Your objective = From the entries below, copy each line in which the word "Скнарьова" occurs.

Saved data entries =

########################################

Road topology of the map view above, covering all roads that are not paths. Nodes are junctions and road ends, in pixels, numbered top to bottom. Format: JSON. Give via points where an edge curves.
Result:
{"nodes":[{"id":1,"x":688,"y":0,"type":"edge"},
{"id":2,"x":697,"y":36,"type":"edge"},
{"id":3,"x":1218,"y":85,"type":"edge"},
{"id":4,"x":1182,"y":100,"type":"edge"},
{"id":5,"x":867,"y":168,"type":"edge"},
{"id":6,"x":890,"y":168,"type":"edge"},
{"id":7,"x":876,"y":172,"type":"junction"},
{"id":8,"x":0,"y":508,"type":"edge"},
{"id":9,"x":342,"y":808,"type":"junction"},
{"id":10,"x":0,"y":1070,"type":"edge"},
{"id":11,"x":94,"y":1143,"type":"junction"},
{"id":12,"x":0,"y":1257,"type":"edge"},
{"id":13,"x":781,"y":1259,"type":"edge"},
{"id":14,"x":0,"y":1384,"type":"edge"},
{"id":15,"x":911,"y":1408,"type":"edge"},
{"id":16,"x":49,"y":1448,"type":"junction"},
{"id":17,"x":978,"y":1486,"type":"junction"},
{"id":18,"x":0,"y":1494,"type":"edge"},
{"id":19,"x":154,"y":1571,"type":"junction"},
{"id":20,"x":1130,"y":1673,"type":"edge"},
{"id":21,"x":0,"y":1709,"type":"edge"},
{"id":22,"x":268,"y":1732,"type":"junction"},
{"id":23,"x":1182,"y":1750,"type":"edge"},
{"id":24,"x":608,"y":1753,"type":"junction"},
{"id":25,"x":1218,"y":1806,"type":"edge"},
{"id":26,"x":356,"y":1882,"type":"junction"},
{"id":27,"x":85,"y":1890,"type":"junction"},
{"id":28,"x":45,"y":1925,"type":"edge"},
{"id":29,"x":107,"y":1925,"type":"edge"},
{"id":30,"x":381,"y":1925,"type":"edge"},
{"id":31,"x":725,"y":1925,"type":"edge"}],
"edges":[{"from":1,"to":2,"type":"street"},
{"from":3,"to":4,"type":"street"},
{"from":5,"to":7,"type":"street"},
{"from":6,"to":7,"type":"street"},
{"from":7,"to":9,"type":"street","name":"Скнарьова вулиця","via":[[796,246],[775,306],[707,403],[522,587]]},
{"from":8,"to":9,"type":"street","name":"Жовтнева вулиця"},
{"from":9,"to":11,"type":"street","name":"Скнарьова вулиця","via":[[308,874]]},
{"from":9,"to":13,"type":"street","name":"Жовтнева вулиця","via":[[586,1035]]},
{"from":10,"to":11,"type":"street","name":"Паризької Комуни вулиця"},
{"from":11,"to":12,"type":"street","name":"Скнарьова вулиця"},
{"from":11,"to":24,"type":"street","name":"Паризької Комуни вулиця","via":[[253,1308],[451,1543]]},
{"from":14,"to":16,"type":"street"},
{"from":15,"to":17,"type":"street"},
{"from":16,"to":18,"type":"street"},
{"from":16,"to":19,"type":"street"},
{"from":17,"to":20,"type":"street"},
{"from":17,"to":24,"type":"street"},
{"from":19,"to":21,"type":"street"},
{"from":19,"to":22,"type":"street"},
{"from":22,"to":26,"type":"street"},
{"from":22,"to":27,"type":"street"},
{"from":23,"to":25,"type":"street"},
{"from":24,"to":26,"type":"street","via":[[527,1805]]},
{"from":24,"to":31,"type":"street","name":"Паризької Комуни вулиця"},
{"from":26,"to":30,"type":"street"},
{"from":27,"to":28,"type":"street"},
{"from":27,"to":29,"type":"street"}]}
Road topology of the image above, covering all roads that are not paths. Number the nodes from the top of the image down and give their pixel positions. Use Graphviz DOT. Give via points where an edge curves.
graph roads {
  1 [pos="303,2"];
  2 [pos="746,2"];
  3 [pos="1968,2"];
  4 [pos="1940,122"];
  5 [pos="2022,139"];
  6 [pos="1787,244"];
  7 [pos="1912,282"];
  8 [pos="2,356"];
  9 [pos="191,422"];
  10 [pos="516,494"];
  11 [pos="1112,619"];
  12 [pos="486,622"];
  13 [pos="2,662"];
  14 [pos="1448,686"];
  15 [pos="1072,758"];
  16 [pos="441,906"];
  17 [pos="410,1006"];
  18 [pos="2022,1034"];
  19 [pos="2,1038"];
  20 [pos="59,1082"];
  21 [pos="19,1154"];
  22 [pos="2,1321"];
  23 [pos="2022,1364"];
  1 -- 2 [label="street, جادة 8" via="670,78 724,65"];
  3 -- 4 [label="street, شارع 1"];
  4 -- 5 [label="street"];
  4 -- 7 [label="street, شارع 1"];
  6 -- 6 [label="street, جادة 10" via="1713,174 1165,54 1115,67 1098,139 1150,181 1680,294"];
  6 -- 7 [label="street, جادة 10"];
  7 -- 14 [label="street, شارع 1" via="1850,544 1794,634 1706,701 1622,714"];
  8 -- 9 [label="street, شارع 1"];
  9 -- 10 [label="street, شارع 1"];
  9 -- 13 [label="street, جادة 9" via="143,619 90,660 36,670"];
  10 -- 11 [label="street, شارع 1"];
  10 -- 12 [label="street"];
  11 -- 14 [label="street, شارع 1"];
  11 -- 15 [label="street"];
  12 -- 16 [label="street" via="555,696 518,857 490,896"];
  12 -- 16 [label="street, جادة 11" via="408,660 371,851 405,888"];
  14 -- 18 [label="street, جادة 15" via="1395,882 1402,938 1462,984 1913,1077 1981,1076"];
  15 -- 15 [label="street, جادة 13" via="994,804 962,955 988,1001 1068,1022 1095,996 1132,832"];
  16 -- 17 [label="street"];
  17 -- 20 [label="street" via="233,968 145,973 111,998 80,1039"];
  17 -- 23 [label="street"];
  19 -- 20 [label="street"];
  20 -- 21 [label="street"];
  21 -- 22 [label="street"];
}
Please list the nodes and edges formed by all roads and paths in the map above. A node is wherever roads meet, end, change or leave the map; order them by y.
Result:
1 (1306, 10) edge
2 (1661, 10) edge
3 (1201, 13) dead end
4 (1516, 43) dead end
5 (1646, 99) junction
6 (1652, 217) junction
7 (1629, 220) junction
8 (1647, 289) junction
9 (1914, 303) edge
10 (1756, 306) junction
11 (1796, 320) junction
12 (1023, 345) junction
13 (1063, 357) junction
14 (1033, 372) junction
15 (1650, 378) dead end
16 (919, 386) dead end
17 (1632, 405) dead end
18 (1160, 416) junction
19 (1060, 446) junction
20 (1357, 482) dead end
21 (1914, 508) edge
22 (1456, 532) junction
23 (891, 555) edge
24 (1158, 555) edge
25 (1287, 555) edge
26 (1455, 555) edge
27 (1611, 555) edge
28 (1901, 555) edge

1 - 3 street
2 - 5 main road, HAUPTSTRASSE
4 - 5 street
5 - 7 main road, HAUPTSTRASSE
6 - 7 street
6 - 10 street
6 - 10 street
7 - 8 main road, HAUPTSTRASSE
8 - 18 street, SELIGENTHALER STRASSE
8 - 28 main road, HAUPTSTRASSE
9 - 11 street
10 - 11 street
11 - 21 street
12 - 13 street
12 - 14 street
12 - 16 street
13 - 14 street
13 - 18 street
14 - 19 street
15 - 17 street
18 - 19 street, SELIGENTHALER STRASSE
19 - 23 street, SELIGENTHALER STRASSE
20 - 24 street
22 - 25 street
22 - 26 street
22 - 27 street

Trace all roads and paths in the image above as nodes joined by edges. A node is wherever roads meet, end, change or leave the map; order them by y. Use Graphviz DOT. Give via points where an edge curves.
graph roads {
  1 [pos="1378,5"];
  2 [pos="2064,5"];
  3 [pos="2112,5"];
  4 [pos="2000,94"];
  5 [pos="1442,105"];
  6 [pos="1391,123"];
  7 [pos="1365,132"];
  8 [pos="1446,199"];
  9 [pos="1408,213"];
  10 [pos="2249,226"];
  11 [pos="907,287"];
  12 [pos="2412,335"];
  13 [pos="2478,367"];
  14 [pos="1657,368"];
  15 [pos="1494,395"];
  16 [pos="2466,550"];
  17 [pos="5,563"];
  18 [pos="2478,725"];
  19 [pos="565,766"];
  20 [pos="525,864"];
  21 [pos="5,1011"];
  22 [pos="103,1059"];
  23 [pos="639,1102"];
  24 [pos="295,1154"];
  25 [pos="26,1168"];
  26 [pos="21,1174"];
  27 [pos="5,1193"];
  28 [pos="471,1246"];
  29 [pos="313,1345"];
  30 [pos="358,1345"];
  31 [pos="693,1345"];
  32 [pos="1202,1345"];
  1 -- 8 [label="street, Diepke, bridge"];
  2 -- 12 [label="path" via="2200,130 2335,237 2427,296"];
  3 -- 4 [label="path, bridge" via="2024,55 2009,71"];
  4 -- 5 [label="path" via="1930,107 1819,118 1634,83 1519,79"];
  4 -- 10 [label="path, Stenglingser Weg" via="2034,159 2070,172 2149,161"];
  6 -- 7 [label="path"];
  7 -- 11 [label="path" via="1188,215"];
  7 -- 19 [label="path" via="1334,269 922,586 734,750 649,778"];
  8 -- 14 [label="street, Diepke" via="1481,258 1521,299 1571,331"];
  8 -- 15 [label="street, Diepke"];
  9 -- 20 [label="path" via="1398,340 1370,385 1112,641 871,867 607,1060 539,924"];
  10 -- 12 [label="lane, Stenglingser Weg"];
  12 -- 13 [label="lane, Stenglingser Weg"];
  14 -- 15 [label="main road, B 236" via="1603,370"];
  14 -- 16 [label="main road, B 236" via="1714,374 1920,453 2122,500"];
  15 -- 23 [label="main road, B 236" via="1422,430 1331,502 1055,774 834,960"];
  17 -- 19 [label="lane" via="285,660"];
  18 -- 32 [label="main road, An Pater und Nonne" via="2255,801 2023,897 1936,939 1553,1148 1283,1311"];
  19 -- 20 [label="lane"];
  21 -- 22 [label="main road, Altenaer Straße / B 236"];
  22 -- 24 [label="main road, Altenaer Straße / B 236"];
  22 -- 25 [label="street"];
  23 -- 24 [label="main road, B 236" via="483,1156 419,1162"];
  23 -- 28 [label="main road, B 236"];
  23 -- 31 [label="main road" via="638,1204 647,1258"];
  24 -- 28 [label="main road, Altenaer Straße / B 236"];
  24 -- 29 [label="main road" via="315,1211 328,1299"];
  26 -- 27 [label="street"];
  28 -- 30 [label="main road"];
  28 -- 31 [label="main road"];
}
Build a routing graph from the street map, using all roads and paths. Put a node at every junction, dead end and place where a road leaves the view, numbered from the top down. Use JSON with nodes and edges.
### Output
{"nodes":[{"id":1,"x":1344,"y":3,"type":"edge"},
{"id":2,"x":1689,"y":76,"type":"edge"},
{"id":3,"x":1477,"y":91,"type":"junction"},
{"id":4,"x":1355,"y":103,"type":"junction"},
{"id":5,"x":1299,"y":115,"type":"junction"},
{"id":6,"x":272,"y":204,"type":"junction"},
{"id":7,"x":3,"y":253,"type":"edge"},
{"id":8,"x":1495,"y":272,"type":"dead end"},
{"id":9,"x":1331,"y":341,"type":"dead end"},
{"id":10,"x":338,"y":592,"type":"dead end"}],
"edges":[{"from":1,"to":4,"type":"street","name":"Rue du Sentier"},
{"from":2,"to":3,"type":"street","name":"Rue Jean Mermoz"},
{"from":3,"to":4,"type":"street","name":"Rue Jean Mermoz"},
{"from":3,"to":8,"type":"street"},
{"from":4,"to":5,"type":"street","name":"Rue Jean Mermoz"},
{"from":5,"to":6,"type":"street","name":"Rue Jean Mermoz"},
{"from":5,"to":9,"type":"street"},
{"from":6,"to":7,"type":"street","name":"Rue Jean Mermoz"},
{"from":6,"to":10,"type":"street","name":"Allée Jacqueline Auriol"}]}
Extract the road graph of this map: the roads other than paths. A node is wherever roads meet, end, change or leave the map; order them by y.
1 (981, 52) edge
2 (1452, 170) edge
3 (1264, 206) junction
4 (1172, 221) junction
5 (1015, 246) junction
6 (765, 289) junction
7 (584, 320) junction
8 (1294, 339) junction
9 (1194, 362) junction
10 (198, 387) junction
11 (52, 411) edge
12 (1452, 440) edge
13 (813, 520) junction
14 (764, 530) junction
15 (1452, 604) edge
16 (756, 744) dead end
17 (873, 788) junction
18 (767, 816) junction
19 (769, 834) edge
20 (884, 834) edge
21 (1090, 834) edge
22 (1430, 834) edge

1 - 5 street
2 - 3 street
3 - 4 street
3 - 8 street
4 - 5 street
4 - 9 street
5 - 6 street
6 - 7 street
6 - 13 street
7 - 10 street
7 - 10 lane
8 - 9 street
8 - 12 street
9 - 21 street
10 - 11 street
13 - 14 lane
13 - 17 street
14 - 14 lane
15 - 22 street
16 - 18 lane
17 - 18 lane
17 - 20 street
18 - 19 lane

########################################

The answer =
{"from":7,"to":9,"type":"street","name":"Скнарьова вулиця","via":[[796,246],[775,306],[707,403],[522,587]]},
{"from":9,"to":11,"type":"street","name":"Скнарьова вулиця","via":[[308,874]]},
{"from":11,"to":12,"type":"street","name":"Скнарьова вулиця"},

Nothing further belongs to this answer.